Member of the Missouri Senate from the 22nd district
- In office April 7, 1993 – January 3, 1999
- Preceded by: Jay Nixon
- Succeeded by: Steve Stoll

Member of the Missouri House of Representatives from the 102nd district
- In office January 6, 1993 – April 7, 1993
- Preceded by: Joseph L. Treadway
- Succeeded by: David W. Broach

Member of the Missouri House of Representatives from the 105th district
- In office January 5, 1983 – January 6, 1993
- Preceded by: Philip M. Barry
- Succeeded by: Jo Ann Karll

Personal details
- Born: August 29, 1946 (age 79)
- Party: Democratic
- Education: Southeast Missouri State University

= William McKenna (politician) =

American politician

William "Bill" McKenna (born August 29, 1946) is an American Democratic politician who served in the Missouri Senate and the Missouri House of Representatives from 1983 to 1993.

== Biography ==
Born in St.

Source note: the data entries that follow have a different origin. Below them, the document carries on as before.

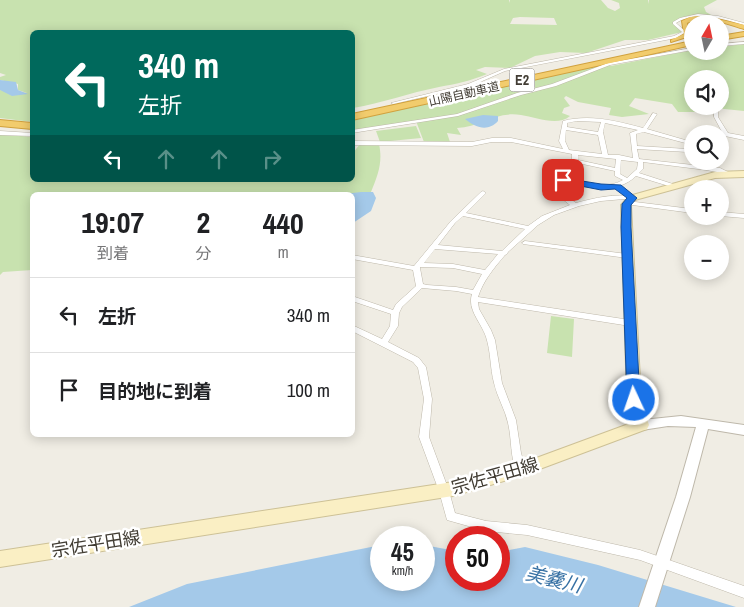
<!DOCTYPE html>
<html lang="ja">
<head>
<meta charset="utf-8">
<style>
  :root { --surface:#fff; --page:#f6f6f6; --text:#202124; --muted:#757577; --line:#e0e0e0 }
  body { margin:0; font-family:"Archivo Narrow","Noto Sans JP",sans-serif; background:var(--page); color:var(--text); height:100vh; display:flex; flex-direction:column; font-size:19px; white-space:nowrap }
  * { box-sizing:border-box; margin:0 }
  p { font-size:16px; color:var(--muted) }
  .icon { flex:none; width:28px; height:28px; fill:none; stroke:currentColor; stroke-width:2; stroke-linecap:round; stroke-linejoin:round }
  .map { position:relative; flex:1; overflow:hidden }
  .side { position:absolute; left:30px; top:192px; width:325px; height:245px; display:flex; flex-direction:column; background:var(--surface); border-radius:8px; box-shadow:0 2px 12px #0003 }
  .side>* { flex:none }
  .hud { position:absolute; left:30px; top:30px; width:325px; height:152px; border-radius:8px; box-shadow:0 2px 12px #0003; background:#00695c; color:#fff; overflow:hidden }
  .needle { width:32px; rotate:9deg }
  .controls { position:absolute; left:684px; top:15px; display:grid; gap:10px }
  .controls a { display:grid; place-items:center; width:45px; height:45px; border-radius:50%; background:var(--surface); box-shadow:0 2px 12px #0003; font-size:25px }
  .speed { position:absolute; left:370px; top:526px; display:flex; gap:10px; font-size:25px; font-weight:700; text-align:center }
  .speed>* { display:grid; place-content:center; width:65px; height:65px; border-radius:50%; background:var(--surface); box-shadow:0 2px 12px #0003; line-height:1 }
  .speed small { font-size:12px; font-weight:400 }
  .speed .limit { border:8px solid #d22; background:#fff; color:#111 }
  .pin { position:absolute; display:grid; place-items:center; width:42px; height:42px; color:#fff; margin:-21px; border-radius:10px; box-shadow:0 2px 8px #0006 }
  .me { position:absolute; width:55px; margin:-28px; rotate:357deg; stroke-linejoin:round; filter:drop-shadow(0 0 4px #0008) }
  .turn { display:flex; align-items:center; gap:18px; height:105px; padding:0 25px; font-size:22px }
  .turn .icon { width:65px; height:65px; stroke-width:2.5 }
  .turn b { display:block; font-size:35px; line-height:42px }
  .lanes { display:flex; align-items:center; height:48px; padding:0 25px; background:#0003; justify-content:center; gap:25px; direction:ltr }
  .lanes .off { opacity:.35 }
  .eta { display:flex; justify-content:space-evenly; align-items:center; height:85px; text-align:center }
  .eta b { font-size:30px; font-weight:700; line-height:35px }
  ul { padding:0; list-style:none }
  li { display:flex; align-items:center; gap:15px; height:75px; padding:0 25px; border-top:1px solid var(--line) }
  li div { flex:1 }
  li b { display:block; font-size:19px }
  li em { font-style:normal }
  .map>svg:first-child { display:block }
  .green { fill:#c8e2af; fill-rule:evenodd }
  .water { fill:#a4c9e9 }
  .lines { fill:none; stroke-linecap:round; stroke-linejoin:round }
  .minor-casing { stroke:#beb8aa; stroke-width:1 }
  .tertiary-casing { stroke:#beb8aa; stroke-width:2 }
  .secondary-casing { stroke:#cdc196; stroke-width:2 }
  .motorway-casing { stroke:#d0a13e; stroke-width:2 }
  .minor { fill:#fff; fill-rule:evenodd }
  .tertiary { fill:#fff; fill-rule:evenodd }
  .secondary { fill:#faefc4; fill-rule:evenodd }
  .motorway { fill:#f2cc6d; fill-rule:evenodd }
  .route { fill:#1a73e8; stroke:#114b97 }
  .labels { text-anchor:middle; stroke-width:5; stroke-linejoin:round; paint-order:stroke }
  .far-street-label { font-size:12px; fill:#423d34; stroke:#fff }
  .shield { fill:#fff; stroke:#7b7771; stroke-width:1 }
  .shield-label { font-size:14px; font-weight:bold; fill:#423d34 }
  .near-street-label { font-size:18px; fill:#423d34; stroke:#fff }
  .near-water-label { font-size:19px; font-style:italic; fill:#3771a4; stroke:#fff }
</style>
</head>
<body>
<div class="map">
<svg width="744" height="607" viewBox="0 0 744 607">
  <rect width="100%" height="100%" fill="#f0ede4"/>
  <!-- green -->
  <path class="green" d="M0,0H509V3L510,0H601L608,8L615,11L620,8L619,3L611,0H648V4L649,0H717L704,7L706,12L713,16C700,15 683,13 673,23L682,32L648,40H625L586,53L560,52L535,56L510,68L485,67L476,70L487,74C470,81 456,84 439,87C409,93 382,103 353,108L352,32H32V122L0,118V90L27,93L18,90V84L0,80V77L6,75L0,73ZM520,17L554,18L557,25L510,24L513,18Z
    M744,44V111L695,106H720V79H692V106L696,112H678L672,104L635,98L629,106L649,114L622,117L609,115L611,108L578,102L566,96L564,98L570,106L564,108L562,113L570,116C557,127 536,117 521,115C495,111 481,127 457,128L461,135L447,133L450,142H424L416,121L353,131L352,120L606,64L611,66L692,50L720,51V47Z
    M416,126L421,138L380,142L376,131Z
    M0,134L32,137V180H352L353,153L360,144H379C383,162 378,175 371,192L336,195H32V275V270L3,272L0,275Z
    M551,316L574,319L572,357L547,353Z"/>
  <!-- water -->
  <path class="water" d="M0,80L16,82L18,90L28,94L12,96L0,90Z
    M483,115L498,116V121C488,132 476,128 465,119Z
    M361,192H373L376,198L371,211L353,223L352,195H336Z
    M381,545V580H424V545L456,551V580H499V552L525,547L598,565L736,607H129L187,584Z"/>
  <g class="lines">
    <defs>
      <path id="minor" d="M698,14L718,16L744,23V25C722,19 697,10 676,23L686,32L676,38L505,71L471,86L393,104L391,103L468,84L504,69L674,36L682,32L673,24V22L680,18Z
        M744,42V44L720,46V44Z
        M692,48V50L610,65L556,86L521,95L458,116L352,133V130L457,114L517,93L552,84L608,63Z
        M714,108L718,109V117L728,133L744,136V140L720,135V134H692V135H691V133L695,130L722,132L714,117Z
        M653,113L657,114L647,129L692,142V161L689,159L687,152L637,149L639,159L720,168L728,172V174L706,170L643,162V169L639,173L676,185V187H672L636,176C616,195 590,187 565,182L562,193L576,203C595,198 615,193 634,197L635,198L632,200L624,199L601,201L579,206L554,215L538,225L508,252L507,254L505,255C494,268 483,281 478,297L630,320L634,323L630,326L478,302L479,309L491,330L495,340L502,383L516,420L521,453L526,470L525,473L521,474L517,473C510,457 512,440 508,423C505,409 497,397 494,383C490,368 491,352 486,337C481,322 467,310 472,294L456,291L422,288L402,307L399,313L398,326L388,342L419,358L426,367L432,399L429,437L449,491L455,513L486,521L527,525L640,550L744,586V598L640,560L527,535L486,531L447,520L439,491L419,437L424,399L418,368L413,362L352,331V325L382,339L390,326L391,314L352,301V296L393,310L396,304L416,286L413,270L352,259V255L414,266L451,221L481,192L483,191L486,193L466,213L528,226L542,216L570,205L556,194L561,177L572,163V154L511,142H492L472,146L352,145V141L472,142L492,138H511L563,149L559,141L563,121C590,114 616,121 643,128ZM577,121L601,122L598,132L567,127V123ZM605,123L638,130L630,133L633,158L619,155H608L603,132ZM566,130L598,135L602,154L569,150L565,141ZM644,132L689,144L688,149L637,146L636,134ZM578,155L616,159L615,168L578,160ZM621,160L638,162L637,169L627,178L620,174ZM578,163L615,171V176L623,180C606,190 585,182 566,179ZM463,216L525,229L502,251L438,245L455,223ZM435,249L498,254L485,270L453,264L424,263ZM420,267L453,268L482,274L473,290L456,287L427,285L423,284L420,268Z
        M0,131L32,133V136L0,135Z
        M627,201L692,209V213L625,204V202Z
        M720,212L744,214V218L720,216Z
        M525,241L627,254L630,256L627,258L523,244L522,243Z"/>
      <path id="tertiary" d="M681,416L744,425V435L708,429L690,497L655,607H639L676,497L696,427L668,426L642,430L638,428L636,425L638,422L642,420Z"/>
      <path id="secondary" d="M744,171V177L715,178L635,200L631,205L641,400L649,425L647,429L521,476L453,496L0,567V551L453,482L520,464L634,422L627,400L621,205L629,196L715,172Z"/>
      <path id="motorway" d="M705,16L744,25V29C726,24 705,14 687,23L690,36L671,42V40L684,34L682,21L690,17Z
        M744,32V36L720,40V36Z
        M692,41V45L352,120V114Z
        M0,120L32,123V129L0,126Z"/>
    </defs>
    <!-- minor casing -->
    <use href="#minor" class="minor-casing"/>
    <!-- tertiary casing -->
    <use href="#tertiary" class="tertiary-casing"/>
    <!-- secondary casing -->
    <use href="#secondary" class="secondary-casing"/>
    <!-- motorway casing -->
    <use href="#motorway" class="motorway-casing"/>
    <!-- minor -->
    <use href="#minor" class="minor"/>
    <!-- tertiary -->
    <use href="#tertiary" class="tertiary"/>
    <!-- secondary -->
    <use href="#secondary" class="secondary"/>
    <!-- motorway -->
    <use href="#motorway" class="motorway"/>
  </g>
  <!-- route -->
  <path class="route" d="M563,178L601,184L621,185L637,198L631,205V227L640,400L638,404H629L627,400L621,227L622,204L627,198L615,189L601,190L560,182L559,180Z"/>
  <g class="labels">
    <!-- far-street labels -->
    <g class="far-street-label">
      <text transform="translate(464 94) rotate(-13)" y="4">山陽自動車道</text>
    </g>
    <!-- shield labels -->
    <rect class="shield" x="509.5" y="68.5" width="25" height="23" rx="4"/>
    <g class="shield-label">
      <text x="522" y="85">E2</text>
    </g>
    <!-- near-street labels -->
    <g class="near-street-label">
      <text transform="translate(495 476) rotate(-16)" y="6">宗佐平田線</text>
      <text transform="translate(96 544) rotate(-9)" y="6">宗佐平田線</text>
    </g>
    <!-- near-water labels -->
    <g class="near-water-label">
      <text transform="translate(554 579) rotate(14)" y="7">美嚢川</text>
    </g>
  </g>
</svg>
<div class="controls">
<a><svg class="needle" viewBox="-14 -14 28 28"><path d="M0-13l5 13h-10z" fill="#e53935"/><path d="M0 13l5-13h-10z" fill="#757577"/></svg></a>
<a><svg class="icon" aria-label="sound" viewBox="0 0 24 24"><path d="M4 9h4l5-4v14l-5-4H4zM17 9q2 3 0 6"/></svg></a>
<a><svg class="icon" aria-label="search" viewBox="0 0 24 24"><circle cx="10" cy="10" r="6"/><path d="M15 15l6 6"/></svg></a>
<a>+</a>
<a>−</a>
</div>
<div class="speed"><div>45<small>km/h</small></div><div class="limit">50</div></div>
<div class="pin" style="left:563px;top:180px;background:#d93025"><svg class="icon" aria-label="arrive" viewBox="0 0 24 24"><path d="M6 21V4h12l-3 4 3 4H6"/></svg></div>
<svg class="me" style="left:634px;top:400px" viewBox="-20 -20 40 40"><circle r="17" fill="#1a73e8" stroke="#fff" stroke-width="3"/><path d="M0-11L8 9 0 5-8 9z" fill="#fff"/></svg>
<div class="hud">
<div class="turn"><svg class="icon" aria-label="left" viewBox="0 0 24 24"><path d="M17 20v-9H6M10 6l-5 5 5 5"/></svg><div><b>340 m</b>左折</div></div>
<div class="lanes"><svg class="icon" aria-label="left" viewBox="0 0 24 24"><path d="M17 20v-9H6M10 6l-5 5 5 5"/></svg><svg class="icon off" aria-label="ahead" viewBox="0 0 24 24"><path d="M12 20V5M6 11l6-6 6 6"/></svg><svg class="icon off" aria-label="ahead" viewBox="0 0 24 24"><path d="M12 20V5M6 11l6-6 6 6"/></svg><svg class="icon off" aria-label="right" viewBox="0 0 24 24"><path d="M7 20v-9h11M14 6l5 5-5 5"/></svg></div>
</div>
<section class="side">
<div class="eta">
<div><b>19:07</b><p>到着</p></div>
<div><b>2</b><p>分</p></div>
<div><b>440</b><p>m</p></div>
</div>
<ul>
<li><svg class="icon" aria-label="left" viewBox="0 0 24 24"><path d="M17 20v-9H6M10 6l-5 5 5 5"/></svg><div><b>左折</b></div><em>340 m</em></li>
<li><svg class="icon" aria-label="arrive" viewBox="0 0 24 24"><path d="M6 21V4h12l-3 4 3 4H6"/></svg><div><b>目的地に到着</b></div><em>100 m</em></li>
</ul>
</section>
</div>
</body>
</html>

Louis, Missouri, McKenna graduated from St. Louis University High School and earned a Bachelor of Arts degree in education from Southeast Missouri State University. He served in the United States Army Reserve from 1968 until 1974.

His son Ryan McKenna also served in the Missouri Senate and the Missouri House of Representatives, while his father J. Glennon McKenna served in the Missouri House of Representatives in the 1940s.